__Exercise objective__. Across the listing below, count the lines holding "main". State the number and nothing more.

[Exercise data]

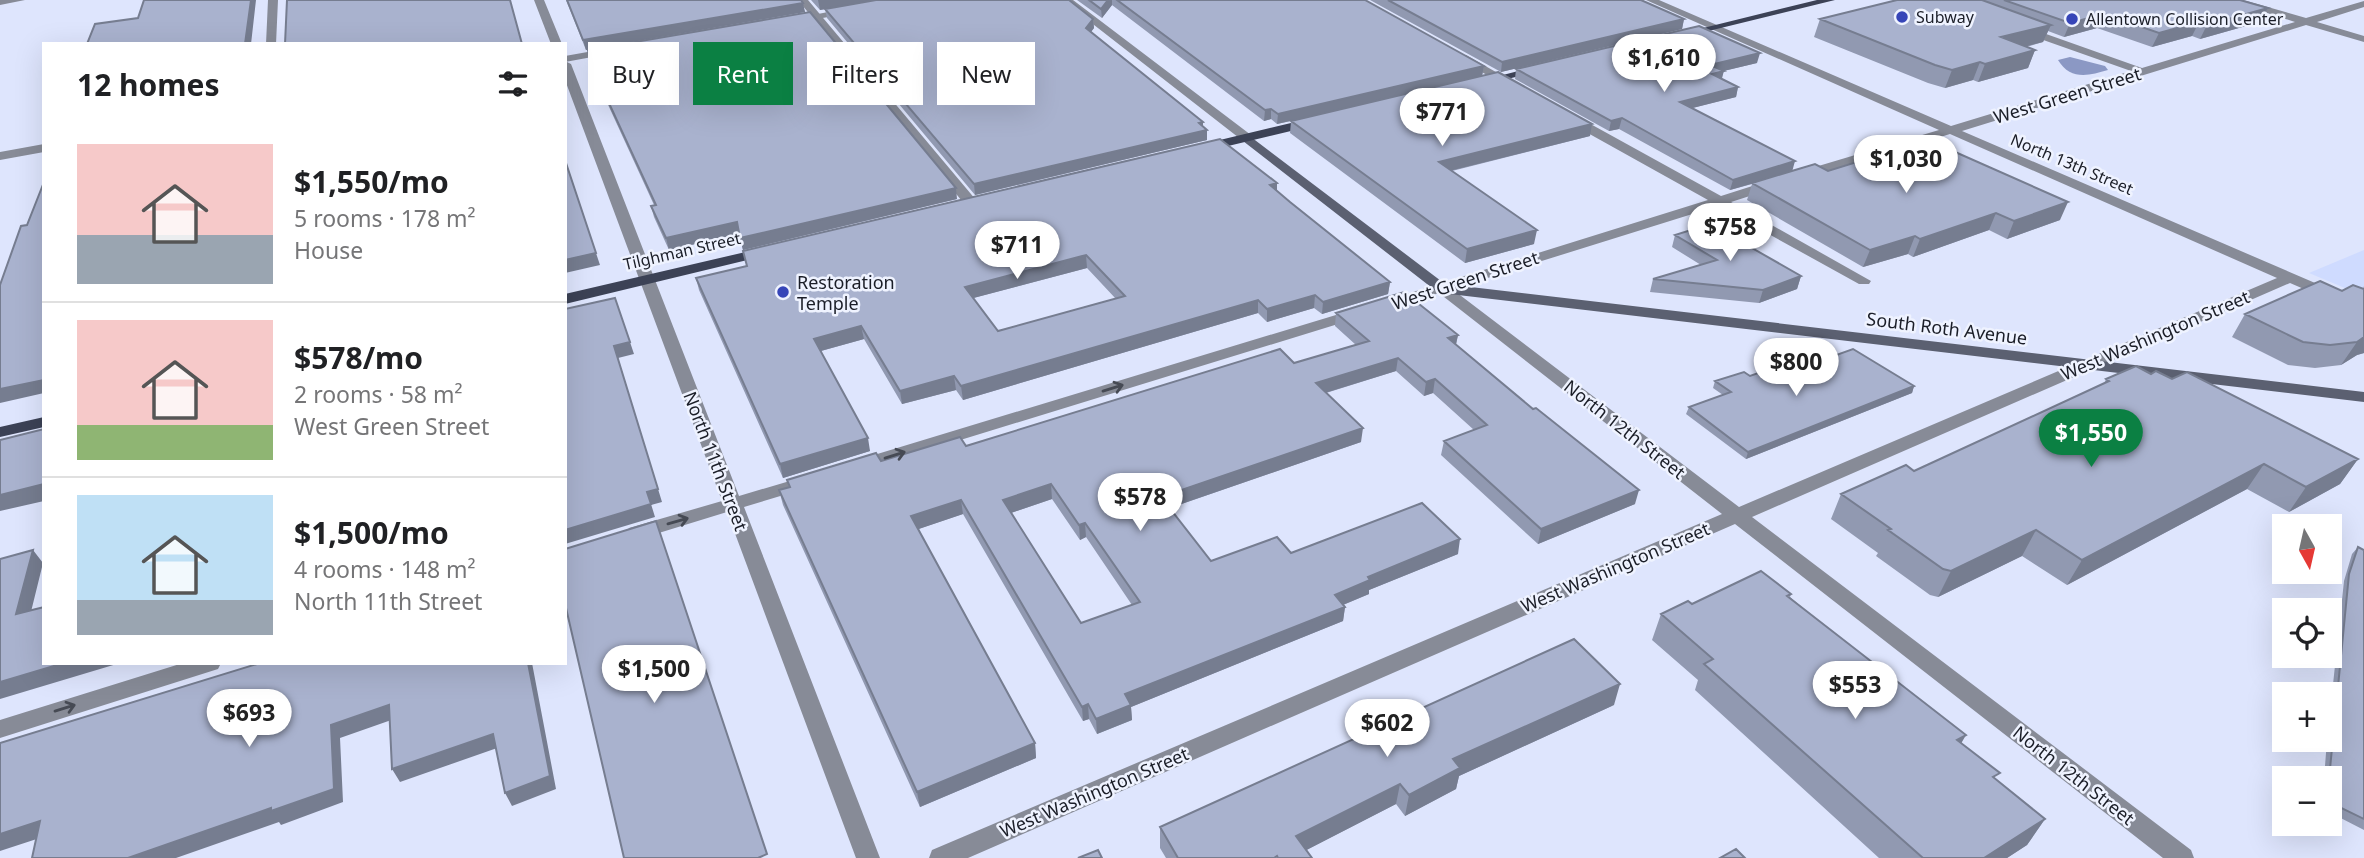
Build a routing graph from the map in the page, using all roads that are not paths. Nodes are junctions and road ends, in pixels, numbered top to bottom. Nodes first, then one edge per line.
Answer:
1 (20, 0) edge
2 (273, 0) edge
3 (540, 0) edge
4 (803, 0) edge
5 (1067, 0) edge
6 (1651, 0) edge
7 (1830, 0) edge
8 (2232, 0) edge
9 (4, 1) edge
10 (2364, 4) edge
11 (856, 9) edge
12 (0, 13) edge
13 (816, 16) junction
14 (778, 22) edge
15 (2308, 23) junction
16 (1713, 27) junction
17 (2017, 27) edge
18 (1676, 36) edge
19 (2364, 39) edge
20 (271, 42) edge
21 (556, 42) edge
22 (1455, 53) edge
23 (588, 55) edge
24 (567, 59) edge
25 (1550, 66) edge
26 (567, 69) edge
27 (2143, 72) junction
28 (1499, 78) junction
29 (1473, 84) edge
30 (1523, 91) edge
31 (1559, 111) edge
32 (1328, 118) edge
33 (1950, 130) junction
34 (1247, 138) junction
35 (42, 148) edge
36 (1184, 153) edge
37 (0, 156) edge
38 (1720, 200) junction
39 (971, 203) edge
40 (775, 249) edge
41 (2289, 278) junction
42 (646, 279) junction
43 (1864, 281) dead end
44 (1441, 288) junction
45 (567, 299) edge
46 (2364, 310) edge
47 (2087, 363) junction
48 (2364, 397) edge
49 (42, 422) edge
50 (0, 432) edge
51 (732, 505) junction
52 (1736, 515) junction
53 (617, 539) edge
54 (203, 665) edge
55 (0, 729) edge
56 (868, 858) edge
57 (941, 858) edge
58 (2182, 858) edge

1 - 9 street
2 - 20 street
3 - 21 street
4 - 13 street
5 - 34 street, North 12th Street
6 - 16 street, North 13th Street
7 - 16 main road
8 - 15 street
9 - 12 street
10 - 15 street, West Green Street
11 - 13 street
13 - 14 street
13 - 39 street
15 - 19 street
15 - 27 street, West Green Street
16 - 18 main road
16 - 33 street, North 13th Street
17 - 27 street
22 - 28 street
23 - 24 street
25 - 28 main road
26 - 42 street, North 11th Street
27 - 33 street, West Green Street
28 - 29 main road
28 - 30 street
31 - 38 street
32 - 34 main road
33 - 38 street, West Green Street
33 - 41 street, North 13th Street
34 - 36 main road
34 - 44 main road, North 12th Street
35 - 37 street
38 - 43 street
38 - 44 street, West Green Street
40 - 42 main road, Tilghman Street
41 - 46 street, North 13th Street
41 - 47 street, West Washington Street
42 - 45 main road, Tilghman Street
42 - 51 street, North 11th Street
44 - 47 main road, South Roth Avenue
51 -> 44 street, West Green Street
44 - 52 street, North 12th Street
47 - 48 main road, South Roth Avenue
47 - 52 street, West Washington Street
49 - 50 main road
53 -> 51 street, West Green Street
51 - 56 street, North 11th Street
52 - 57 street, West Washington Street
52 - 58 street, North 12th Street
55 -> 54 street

[/Exercise data]

__Result of the exercise__. 12